_Exercise details_: Please state the number of lines in the material below that contain "leaves", with no other words.

================================

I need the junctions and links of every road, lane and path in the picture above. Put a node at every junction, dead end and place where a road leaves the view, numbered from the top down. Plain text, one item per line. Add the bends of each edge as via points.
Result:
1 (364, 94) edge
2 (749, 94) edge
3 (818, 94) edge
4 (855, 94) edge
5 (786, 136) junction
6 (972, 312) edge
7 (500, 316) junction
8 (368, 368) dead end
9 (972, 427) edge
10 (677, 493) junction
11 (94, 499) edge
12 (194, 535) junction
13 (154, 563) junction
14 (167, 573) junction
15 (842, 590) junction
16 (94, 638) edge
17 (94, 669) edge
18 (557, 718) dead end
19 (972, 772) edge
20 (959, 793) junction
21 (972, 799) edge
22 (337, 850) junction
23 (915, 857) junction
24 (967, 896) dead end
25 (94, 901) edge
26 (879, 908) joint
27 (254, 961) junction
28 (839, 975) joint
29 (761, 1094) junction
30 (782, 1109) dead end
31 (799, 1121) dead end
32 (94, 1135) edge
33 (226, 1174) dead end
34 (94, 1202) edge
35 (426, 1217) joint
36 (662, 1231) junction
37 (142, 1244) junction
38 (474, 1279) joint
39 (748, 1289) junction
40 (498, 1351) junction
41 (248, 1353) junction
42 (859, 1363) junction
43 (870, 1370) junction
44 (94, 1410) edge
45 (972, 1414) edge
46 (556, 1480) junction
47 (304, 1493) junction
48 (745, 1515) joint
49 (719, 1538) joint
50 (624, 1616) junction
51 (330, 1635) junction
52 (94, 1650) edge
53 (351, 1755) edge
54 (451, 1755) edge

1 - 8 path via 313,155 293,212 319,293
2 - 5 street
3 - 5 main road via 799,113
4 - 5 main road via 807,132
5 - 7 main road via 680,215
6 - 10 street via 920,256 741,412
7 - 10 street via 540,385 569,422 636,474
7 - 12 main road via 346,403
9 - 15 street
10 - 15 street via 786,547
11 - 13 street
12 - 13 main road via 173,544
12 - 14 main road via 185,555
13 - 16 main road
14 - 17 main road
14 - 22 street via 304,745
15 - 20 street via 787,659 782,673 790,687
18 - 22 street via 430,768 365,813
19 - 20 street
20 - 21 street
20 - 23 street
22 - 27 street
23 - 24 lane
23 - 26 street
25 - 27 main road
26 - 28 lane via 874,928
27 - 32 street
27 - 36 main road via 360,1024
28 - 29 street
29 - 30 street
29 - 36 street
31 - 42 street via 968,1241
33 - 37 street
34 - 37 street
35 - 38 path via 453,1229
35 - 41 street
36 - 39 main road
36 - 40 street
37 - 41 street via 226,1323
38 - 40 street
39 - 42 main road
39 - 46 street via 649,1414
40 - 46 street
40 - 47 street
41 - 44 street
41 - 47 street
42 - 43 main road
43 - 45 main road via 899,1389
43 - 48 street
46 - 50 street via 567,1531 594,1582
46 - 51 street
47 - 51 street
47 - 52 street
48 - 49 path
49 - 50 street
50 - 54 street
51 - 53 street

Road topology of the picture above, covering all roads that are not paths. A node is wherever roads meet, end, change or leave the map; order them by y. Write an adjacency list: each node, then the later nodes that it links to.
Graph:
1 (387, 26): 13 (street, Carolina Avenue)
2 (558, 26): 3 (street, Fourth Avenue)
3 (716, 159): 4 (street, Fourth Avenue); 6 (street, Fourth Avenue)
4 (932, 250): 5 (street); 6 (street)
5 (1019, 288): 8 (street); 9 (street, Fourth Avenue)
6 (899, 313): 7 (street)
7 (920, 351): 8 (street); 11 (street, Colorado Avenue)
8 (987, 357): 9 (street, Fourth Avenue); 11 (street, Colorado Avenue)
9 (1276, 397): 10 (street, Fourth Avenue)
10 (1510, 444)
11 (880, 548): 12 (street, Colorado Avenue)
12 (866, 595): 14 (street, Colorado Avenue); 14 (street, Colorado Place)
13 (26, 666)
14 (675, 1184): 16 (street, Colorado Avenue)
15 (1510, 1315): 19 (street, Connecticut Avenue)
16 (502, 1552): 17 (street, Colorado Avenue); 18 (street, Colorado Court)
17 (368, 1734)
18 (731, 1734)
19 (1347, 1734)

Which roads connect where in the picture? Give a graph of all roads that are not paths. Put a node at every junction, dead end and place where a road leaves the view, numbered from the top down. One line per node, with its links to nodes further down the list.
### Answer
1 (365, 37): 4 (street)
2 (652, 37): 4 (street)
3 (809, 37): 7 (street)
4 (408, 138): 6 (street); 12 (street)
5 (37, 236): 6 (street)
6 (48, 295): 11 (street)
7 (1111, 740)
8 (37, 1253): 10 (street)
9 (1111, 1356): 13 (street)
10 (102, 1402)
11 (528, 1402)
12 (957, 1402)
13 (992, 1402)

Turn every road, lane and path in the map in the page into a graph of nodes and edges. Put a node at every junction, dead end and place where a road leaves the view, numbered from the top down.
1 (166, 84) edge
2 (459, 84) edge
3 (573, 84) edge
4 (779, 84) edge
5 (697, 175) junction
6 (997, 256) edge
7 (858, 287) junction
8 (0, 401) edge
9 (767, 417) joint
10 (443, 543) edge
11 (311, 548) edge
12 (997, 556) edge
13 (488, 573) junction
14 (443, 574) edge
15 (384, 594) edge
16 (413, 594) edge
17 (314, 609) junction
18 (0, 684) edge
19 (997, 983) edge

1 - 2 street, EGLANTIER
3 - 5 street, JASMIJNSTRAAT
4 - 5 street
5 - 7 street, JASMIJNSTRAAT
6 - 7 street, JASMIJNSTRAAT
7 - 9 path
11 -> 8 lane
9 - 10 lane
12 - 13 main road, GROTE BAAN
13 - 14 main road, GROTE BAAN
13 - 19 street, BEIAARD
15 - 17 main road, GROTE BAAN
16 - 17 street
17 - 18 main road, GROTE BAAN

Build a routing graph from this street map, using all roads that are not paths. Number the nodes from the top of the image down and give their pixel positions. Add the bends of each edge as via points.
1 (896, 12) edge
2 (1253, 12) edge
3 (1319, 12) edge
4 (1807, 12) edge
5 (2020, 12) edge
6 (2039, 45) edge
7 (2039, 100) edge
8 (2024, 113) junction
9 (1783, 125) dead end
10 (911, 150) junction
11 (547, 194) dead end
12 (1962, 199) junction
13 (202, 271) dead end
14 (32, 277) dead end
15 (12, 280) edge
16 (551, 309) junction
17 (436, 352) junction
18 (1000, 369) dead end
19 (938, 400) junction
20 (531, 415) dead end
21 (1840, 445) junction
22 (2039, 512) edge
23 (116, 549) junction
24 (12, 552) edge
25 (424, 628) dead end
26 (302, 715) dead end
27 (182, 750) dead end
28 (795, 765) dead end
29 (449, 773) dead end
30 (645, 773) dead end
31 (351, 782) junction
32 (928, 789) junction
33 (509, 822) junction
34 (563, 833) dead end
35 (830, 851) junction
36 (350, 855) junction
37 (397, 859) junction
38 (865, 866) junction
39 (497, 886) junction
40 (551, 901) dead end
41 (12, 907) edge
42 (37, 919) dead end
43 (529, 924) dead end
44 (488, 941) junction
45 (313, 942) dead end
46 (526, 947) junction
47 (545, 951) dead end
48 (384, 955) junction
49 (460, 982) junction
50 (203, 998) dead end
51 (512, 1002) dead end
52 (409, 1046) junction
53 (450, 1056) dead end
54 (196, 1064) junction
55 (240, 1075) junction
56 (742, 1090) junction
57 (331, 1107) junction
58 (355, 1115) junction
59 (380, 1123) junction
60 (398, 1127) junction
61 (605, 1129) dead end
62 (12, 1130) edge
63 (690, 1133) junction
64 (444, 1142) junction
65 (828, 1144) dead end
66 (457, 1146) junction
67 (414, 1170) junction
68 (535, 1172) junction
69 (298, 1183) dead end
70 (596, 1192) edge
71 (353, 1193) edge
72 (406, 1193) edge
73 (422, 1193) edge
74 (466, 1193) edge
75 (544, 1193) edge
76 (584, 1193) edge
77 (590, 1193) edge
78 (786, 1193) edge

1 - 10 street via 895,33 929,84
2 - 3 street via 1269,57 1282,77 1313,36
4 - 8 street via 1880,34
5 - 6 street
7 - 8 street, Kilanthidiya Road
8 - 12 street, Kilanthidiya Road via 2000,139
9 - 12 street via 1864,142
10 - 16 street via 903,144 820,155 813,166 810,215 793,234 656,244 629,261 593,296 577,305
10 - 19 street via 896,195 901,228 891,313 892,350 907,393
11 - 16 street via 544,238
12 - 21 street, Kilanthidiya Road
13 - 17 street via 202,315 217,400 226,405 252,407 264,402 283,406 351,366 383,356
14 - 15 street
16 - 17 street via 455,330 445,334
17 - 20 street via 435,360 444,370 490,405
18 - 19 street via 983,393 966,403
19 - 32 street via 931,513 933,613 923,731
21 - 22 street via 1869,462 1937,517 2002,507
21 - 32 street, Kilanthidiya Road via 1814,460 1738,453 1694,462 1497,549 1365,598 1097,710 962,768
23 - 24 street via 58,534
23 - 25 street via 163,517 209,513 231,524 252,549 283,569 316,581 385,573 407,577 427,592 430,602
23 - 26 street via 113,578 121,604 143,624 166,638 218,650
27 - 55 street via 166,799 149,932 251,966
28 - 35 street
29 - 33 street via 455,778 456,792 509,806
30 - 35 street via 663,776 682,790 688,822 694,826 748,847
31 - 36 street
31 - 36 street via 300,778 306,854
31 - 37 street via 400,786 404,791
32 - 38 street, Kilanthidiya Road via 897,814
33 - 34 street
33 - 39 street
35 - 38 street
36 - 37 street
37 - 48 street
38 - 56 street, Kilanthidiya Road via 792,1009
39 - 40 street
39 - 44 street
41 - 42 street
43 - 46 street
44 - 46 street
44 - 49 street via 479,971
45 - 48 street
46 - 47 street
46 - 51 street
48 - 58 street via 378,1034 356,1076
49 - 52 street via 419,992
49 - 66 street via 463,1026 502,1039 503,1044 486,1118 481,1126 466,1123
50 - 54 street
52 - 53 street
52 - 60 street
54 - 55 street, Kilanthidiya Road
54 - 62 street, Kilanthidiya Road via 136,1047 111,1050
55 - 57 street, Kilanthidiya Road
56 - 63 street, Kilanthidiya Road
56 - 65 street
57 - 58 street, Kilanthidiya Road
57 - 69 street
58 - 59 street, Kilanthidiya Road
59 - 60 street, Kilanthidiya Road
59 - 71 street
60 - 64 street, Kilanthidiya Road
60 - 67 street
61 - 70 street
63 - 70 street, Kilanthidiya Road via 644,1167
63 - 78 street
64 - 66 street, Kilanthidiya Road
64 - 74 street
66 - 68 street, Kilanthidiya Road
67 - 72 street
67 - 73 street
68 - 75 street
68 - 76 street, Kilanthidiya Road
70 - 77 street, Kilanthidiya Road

================================

_Answer to this task_: 3